March 1st, 2012 Posted by | Challenging and Problematic People, Life and Work, Service to Customers, Clients and Coworkers | 6 comments

6 Comments »

  1. THANK YOU! I won’t do it, but I feel like giving a couple of people in my office a can of beans and showing them this article. They will get up and come over to where I’m working and say things like, “You have been working on that that for an hour and it should have only taken ten minutes. What are you doing wrong?” Where do people get the idea that everyone has to be rescued by them?

    Comment by Dani Girl | March 2, 2012

  2. I like Stir Your Own Beans. Says it all!

    Comment by Guest | March 3, 2012

  3. I have never seen a man try to show up another man or help out when he wasn’t asked (in fact, they’ll stand and watch someone mess something up without helping). But a lot of women can’t seem to resist jumping in to tell people how to do things better.

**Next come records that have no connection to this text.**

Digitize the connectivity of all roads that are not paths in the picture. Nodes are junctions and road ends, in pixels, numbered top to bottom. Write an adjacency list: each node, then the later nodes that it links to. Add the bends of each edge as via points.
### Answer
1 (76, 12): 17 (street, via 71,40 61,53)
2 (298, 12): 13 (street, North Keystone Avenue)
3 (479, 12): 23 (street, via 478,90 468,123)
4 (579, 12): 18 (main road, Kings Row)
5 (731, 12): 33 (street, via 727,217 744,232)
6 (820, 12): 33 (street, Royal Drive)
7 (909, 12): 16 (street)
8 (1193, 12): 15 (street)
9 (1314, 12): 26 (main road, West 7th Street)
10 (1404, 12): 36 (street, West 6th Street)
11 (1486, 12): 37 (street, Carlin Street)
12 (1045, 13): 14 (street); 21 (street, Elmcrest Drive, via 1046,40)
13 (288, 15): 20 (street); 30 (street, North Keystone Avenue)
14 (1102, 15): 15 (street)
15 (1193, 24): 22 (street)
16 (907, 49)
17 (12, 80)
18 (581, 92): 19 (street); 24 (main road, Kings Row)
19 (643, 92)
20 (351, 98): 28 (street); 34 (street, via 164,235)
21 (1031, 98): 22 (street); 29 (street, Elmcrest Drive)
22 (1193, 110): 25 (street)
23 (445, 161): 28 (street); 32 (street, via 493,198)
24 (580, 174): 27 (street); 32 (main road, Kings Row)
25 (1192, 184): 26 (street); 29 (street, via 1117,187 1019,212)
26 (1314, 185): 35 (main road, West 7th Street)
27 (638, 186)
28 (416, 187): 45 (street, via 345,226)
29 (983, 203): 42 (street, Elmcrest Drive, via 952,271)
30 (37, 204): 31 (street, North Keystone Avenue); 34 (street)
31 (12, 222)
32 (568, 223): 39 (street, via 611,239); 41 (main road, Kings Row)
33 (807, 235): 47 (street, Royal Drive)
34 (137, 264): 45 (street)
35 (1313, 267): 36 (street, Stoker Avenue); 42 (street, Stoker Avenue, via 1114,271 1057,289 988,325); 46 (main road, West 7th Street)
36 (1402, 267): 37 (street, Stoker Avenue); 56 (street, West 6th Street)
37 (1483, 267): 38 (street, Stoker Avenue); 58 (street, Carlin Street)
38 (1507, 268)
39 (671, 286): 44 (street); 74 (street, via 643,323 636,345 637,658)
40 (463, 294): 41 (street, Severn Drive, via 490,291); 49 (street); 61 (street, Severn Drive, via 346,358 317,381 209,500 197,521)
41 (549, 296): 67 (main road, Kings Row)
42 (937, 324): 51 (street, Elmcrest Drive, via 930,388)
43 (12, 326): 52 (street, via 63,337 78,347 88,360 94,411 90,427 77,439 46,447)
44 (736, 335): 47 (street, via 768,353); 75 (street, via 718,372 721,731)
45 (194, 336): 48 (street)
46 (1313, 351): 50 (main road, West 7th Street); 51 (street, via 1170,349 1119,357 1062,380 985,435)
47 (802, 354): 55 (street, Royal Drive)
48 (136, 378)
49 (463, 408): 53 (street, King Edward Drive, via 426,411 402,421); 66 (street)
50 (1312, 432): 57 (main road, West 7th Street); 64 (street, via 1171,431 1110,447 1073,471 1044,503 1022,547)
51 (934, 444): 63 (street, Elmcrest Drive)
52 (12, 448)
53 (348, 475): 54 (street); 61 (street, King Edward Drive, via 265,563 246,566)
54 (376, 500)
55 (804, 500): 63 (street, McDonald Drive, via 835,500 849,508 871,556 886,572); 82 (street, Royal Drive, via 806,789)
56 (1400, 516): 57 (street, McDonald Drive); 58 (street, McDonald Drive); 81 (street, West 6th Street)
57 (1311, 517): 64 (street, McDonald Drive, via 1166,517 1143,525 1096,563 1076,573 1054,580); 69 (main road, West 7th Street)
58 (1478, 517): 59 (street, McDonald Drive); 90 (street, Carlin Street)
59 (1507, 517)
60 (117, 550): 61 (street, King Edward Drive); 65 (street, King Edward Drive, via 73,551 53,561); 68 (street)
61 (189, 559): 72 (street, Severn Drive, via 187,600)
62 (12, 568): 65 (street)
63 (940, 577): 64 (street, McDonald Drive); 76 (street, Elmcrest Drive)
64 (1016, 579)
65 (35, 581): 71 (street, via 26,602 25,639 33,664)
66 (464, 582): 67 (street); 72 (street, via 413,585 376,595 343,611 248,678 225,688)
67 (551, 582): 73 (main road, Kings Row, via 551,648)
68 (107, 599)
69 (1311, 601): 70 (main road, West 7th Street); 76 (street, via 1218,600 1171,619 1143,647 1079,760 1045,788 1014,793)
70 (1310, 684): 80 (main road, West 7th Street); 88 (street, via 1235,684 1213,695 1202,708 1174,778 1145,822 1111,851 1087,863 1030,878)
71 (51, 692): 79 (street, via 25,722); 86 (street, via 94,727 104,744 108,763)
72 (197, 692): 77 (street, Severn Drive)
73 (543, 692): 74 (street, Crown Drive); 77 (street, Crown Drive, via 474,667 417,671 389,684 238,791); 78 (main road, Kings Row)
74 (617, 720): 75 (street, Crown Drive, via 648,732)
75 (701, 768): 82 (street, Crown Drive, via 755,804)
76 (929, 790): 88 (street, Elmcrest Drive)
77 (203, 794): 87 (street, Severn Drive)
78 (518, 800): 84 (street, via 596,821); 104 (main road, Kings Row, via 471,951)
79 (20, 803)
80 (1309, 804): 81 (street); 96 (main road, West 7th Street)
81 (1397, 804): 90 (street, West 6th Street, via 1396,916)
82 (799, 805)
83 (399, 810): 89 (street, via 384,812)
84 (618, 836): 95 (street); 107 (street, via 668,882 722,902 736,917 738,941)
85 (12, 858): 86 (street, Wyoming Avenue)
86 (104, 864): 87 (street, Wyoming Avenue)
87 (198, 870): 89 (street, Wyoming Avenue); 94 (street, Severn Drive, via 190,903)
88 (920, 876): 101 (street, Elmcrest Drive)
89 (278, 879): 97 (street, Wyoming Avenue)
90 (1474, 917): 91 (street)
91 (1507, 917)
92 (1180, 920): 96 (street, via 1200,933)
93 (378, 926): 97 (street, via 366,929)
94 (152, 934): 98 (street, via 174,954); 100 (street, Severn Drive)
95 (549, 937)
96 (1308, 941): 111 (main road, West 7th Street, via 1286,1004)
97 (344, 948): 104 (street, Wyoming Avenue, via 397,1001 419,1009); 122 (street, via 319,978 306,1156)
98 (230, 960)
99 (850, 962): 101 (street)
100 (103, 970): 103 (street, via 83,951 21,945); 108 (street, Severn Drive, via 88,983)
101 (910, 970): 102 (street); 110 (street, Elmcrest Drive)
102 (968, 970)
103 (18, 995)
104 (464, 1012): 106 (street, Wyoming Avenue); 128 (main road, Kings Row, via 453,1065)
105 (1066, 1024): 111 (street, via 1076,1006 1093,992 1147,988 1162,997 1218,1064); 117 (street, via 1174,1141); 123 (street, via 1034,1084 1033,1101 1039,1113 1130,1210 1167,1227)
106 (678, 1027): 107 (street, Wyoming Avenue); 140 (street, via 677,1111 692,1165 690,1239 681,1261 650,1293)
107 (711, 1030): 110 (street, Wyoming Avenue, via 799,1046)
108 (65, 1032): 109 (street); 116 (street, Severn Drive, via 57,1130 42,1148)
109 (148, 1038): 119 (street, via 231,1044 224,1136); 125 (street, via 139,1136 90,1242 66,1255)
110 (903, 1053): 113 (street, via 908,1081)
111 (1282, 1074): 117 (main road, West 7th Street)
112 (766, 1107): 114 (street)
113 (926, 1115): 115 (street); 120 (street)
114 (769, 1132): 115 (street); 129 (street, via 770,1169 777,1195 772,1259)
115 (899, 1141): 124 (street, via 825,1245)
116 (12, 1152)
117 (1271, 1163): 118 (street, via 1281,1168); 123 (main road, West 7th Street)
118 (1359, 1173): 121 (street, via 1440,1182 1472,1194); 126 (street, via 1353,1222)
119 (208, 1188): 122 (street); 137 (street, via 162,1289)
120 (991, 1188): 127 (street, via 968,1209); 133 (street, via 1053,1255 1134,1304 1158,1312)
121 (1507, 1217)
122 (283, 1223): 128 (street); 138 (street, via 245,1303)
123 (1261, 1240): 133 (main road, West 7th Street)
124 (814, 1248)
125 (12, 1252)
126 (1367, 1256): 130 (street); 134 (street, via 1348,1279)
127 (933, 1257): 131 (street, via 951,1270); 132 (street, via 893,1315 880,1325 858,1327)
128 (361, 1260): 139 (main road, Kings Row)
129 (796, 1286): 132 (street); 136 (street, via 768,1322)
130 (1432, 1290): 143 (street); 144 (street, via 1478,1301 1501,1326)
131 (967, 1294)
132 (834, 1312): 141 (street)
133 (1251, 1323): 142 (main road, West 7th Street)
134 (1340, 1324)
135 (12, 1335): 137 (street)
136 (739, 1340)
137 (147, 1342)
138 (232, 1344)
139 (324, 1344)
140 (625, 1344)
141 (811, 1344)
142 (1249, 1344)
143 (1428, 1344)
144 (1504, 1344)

    And talk about sexist….just let a man be doing something a woman thinks is her turf and she treats him like a mentally defective idiot. I hate to say it but a lot of women deserve the stereotypes that men place on them and this is one area where it really is true.

    Comment by Marker | March 4, 2012

  4. Hello Ms. Tina! The one you could have quoted from my work is “I put your tools away.” We have one guy who will see a tool on a counter and put it away “to help”. He has been threatened with his life if he does it again.

    The person writing about this being a woman thing is partially right and I can prove it….we tell the guy who puts things away while we’re working with them that he’s acting like an old lady who fusses around the shop all the time. I’ll bet no one tells women who are meddling that they’re acting like a man.

    Sorry Tina….you have my permission to slap me the next time you see me. LOL LOL

    Comment by smartaleck | March 4, 2012

  5. Good thoughts and I enjoyed reading the comments. Something funny that you might hate to hear….we have a man in another section who tends to butt into other people’s work and is always looking over your shoulder to correct how you’re making coffee, putting paper in the copying machine, getting faxes off the teletype, etc. We tell him he’s acting like a little old lady. Wow I guess we do stereotype don’t we? I never thought about it until I read that comment.

    Comment by F.C. | March 4, 2012

  6. This is great advice! But I take exception to the idea of some people who wrote that this is mostly about women, because it isn’t. At our work, which is mostly all men, several of them poke their noses in things they don’t know anything about, all the time. If any of us say anything we get the remark about only trying to help. Sure!